Image Credit: ESO L. Calçada/N. Risinger.

A far away Jupiter-like Planet has been revealed to feature the fastest revolving speed ever detected in a planet around its own axis. {HERE IS AN AMAZING INFOGRAHIC OF BetaPictoris b}

This Jupiter-like Planet is known as Beta Pictoris b, it's a gas giant that's situated 63 light-years from Planet Earth and roughly 10 times more gigantic than Jupiter. Observations from the ESO's Very Large Telescope measured its revolution rate, a blazing 62,000 mph i.e. 100,000 km/hr at the equator, so its day is merely eight hours lengthy.

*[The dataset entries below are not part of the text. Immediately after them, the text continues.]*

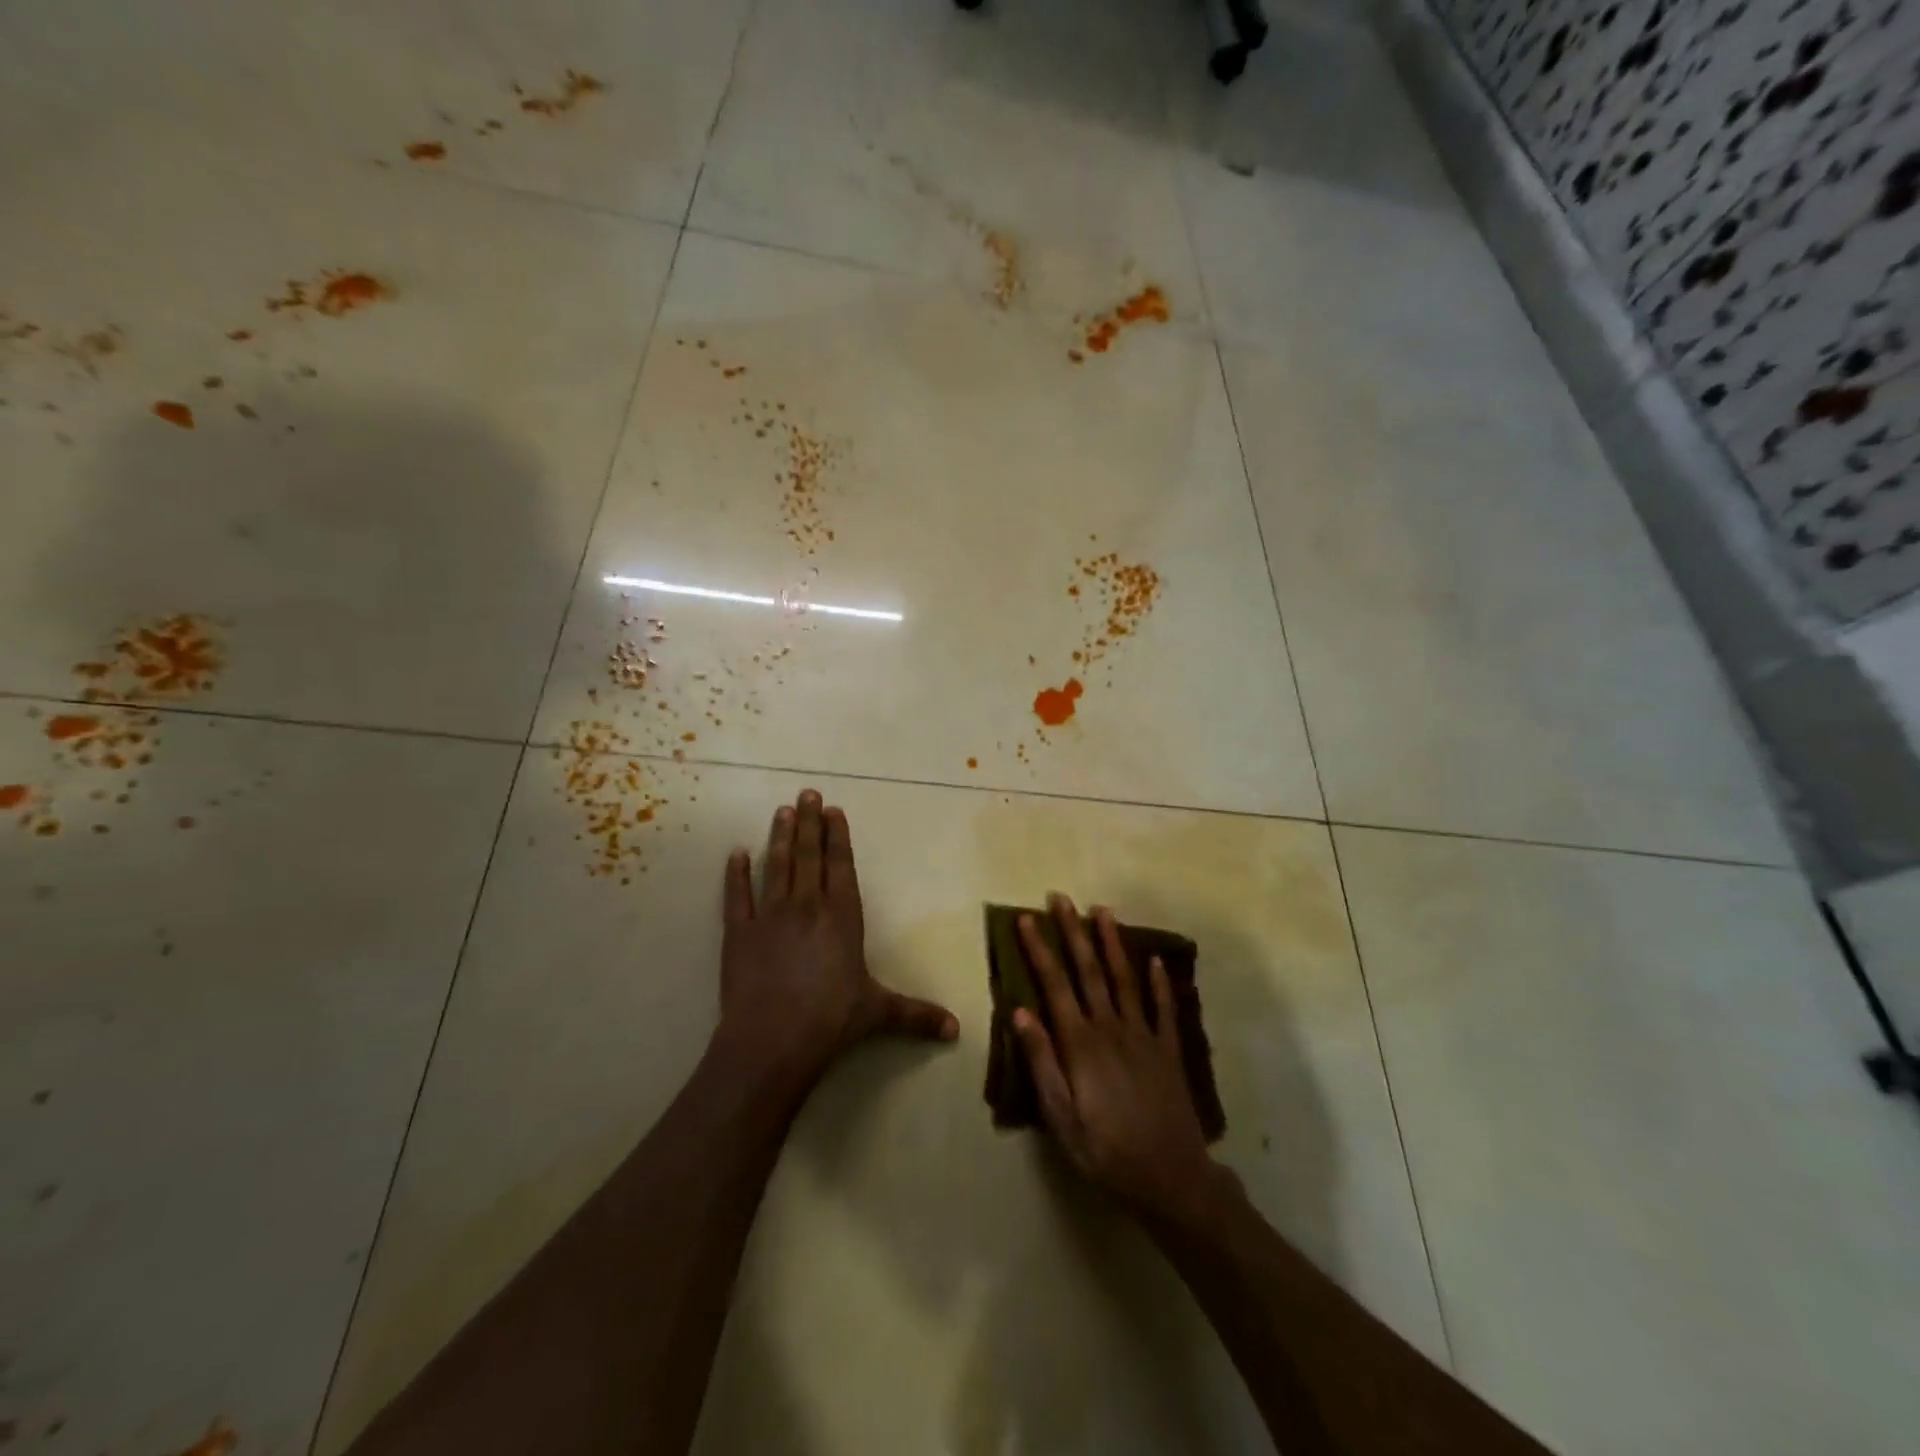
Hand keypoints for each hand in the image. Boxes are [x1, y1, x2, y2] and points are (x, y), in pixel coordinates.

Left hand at [715, 789, 957, 1086]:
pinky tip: (736, 853)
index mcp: (843, 917)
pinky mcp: (739, 933)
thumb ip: (917, 1015)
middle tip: (807, 793)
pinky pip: (737, 896)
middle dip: (809, 822)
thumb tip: (957, 1031)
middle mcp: (808, 906)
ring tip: (781, 811)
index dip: (837, 837)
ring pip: (777, 866)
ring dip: (780, 837)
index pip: (841, 866)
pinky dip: (736, 874)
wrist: (773, 1040)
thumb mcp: (879, 1013)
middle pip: (809, 856)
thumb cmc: (832, 1020)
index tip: (833, 811)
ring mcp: (771, 916)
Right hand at [1013, 895, 1223, 1221]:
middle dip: (1073, 932)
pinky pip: (1163, 1007)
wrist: (1171, 1179)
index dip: (1039, 950)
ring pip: (1125, 978)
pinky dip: (1159, 981)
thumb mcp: (1061, 1118)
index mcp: (1081, 1044)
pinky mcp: (1169, 1049)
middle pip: (1089, 971)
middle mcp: (1111, 1028)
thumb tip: (1020, 1011)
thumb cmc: (1106, 1152)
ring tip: (1102, 910)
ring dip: (1112, 942)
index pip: (1054, 986)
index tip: (1026, 919)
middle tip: (1061, 899)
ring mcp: (1144, 1035)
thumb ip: (1041, 1062)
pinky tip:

That's a truly short period related to the Earth's 24 hours, but we're revolving at a modest 1,060 mph. Beta Pictoris b is distinctly bigger than our solar system's biggest planet, Jupiter, by comparison, Jupiter's equator spins round about 29,000 mph, making a day 10 hours long.

"It is not known why some planets spin fast and others more slowly," daid co-author Remco de Kok in an ESO report, "but this first measurement of an exoplanet's rotation shows that the trend seen in the Solar System, where the more massive planets spin faster, also holds true for exoplanets. This must be some universal consequence of the way planets form."

At 20-million-years-old, Beta Pictoris b is a fresh planet, but with time, it's projected to cool and contract, which will create it spin even faster.